### Information shown

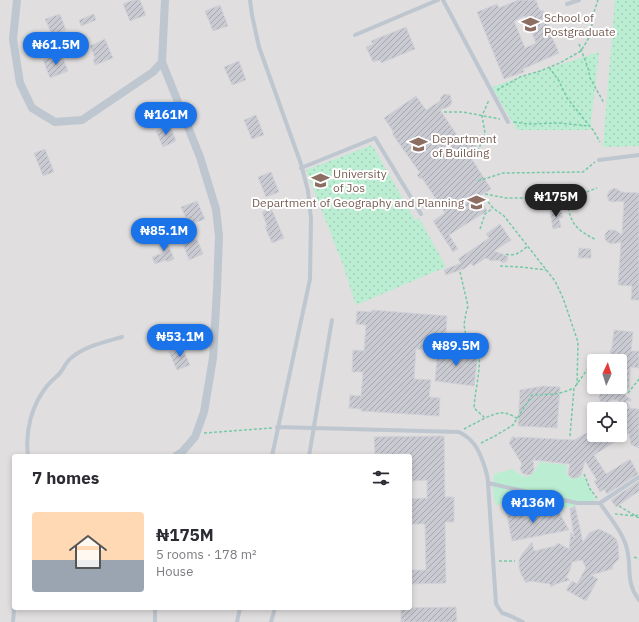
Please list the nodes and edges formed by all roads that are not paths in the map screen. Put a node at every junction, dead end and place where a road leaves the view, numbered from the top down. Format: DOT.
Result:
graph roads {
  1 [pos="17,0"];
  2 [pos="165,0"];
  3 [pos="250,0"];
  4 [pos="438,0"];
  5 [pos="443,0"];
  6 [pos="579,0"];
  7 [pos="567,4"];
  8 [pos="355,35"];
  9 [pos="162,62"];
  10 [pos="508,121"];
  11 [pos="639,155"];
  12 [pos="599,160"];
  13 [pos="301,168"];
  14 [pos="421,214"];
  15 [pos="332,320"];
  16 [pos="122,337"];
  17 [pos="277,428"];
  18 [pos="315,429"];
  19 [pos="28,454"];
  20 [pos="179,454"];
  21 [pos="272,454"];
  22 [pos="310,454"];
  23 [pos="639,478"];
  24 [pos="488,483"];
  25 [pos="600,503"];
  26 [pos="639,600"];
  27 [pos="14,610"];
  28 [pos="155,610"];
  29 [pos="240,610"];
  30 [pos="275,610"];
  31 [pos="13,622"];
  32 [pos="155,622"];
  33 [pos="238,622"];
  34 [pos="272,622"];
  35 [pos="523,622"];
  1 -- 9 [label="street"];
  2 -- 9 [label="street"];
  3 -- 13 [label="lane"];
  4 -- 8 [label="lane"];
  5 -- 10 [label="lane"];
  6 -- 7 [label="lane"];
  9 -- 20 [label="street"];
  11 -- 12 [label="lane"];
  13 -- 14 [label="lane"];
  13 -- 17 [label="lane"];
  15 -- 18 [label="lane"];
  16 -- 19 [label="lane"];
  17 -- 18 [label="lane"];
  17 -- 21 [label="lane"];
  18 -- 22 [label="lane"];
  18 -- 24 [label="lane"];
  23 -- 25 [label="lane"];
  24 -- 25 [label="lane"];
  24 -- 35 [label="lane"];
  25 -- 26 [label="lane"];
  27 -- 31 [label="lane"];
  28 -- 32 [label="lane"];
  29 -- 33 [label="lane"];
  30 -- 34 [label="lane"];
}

### Activity
To complete the exercise, return the listing above exactly and omit its pictures.

### Task result
Please list the nodes and edges formed by all roads that are not paths in the map screen. Put a node at every junction, dead end and place where a road leaves the view, numbered from the top down. Format: DOT.
Result:
graph roads {
  1 [pos="17,0"];
  2 [pos="165,0"];
  3 [pos="250,0"];
  4 [pos="438,0"];
  5 [pos="443,0"];
  6 [pos="579,0"];
  7 [pos="567,4"];
  8 [pos="355,35"];
  9 [pos="162,62"];
  10 [pos="508,121"];
  11 [pos="639,155"];
  12 [pos="599,160"];
  13 [pos="301,168"];
  14 [pos="421,214"];
  15 [pos="332,320"];
  16 [pos="122,337"];
  17 [pos="277,428"];
  18 [pos="315,429"];
  19 [pos="28,454"];
  20 [pos="179,454"];
  21 [pos="272,454"];
  22 [pos="310,454"];
  23 [pos="639,478"];
  24 [pos="488,483"];
  25 [pos="600,503"];
  26 [pos="639,600"];
  27 [pos="14,610"];
  28 [pos="155,610"];
  29 [pos="240,610"];
  30 [pos="275,610"];
  31 [pos="13,622"];
  32 [pos="155,622"];
  33 [pos="238,622"];
  34 [pos="272,622"];
  35 [pos="523,622"];
  1 -- 9 [label="street"];
  2 -- 9 [label="street"];
  3 -- 13 [label="lane"];
  4 -- 8 [label="lane"];
  5 -- 10 [label="lane"];
  6 -- 7 [label="lane"];
  9 -- 20 [label="street"];
  11 -- 12 [label="lane"];
  13 -- 14 [label="lane"];
  13 -- 17 [label="lane"];
  15 -- 18 [label="lane"];
  16 -- 19 [label="lane"];
  17 -- 18 [label="lane"];
  17 -- 21 [label="lane"];
  18 -- 22 [label="lane"];
  18 -- 24 [label="lane"];
  23 -- 25 [label="lane"];
  24 -- 25 [label="lane"];
  24 -- 35 [label="lane"];
  25 -- 26 [label="lane"];
  27 -- 31 [label="lane"];
  28 -- 32 [label="lane"];
  29 -- 33 [label="lane"];
  30 -- 34 [label="lane"];
}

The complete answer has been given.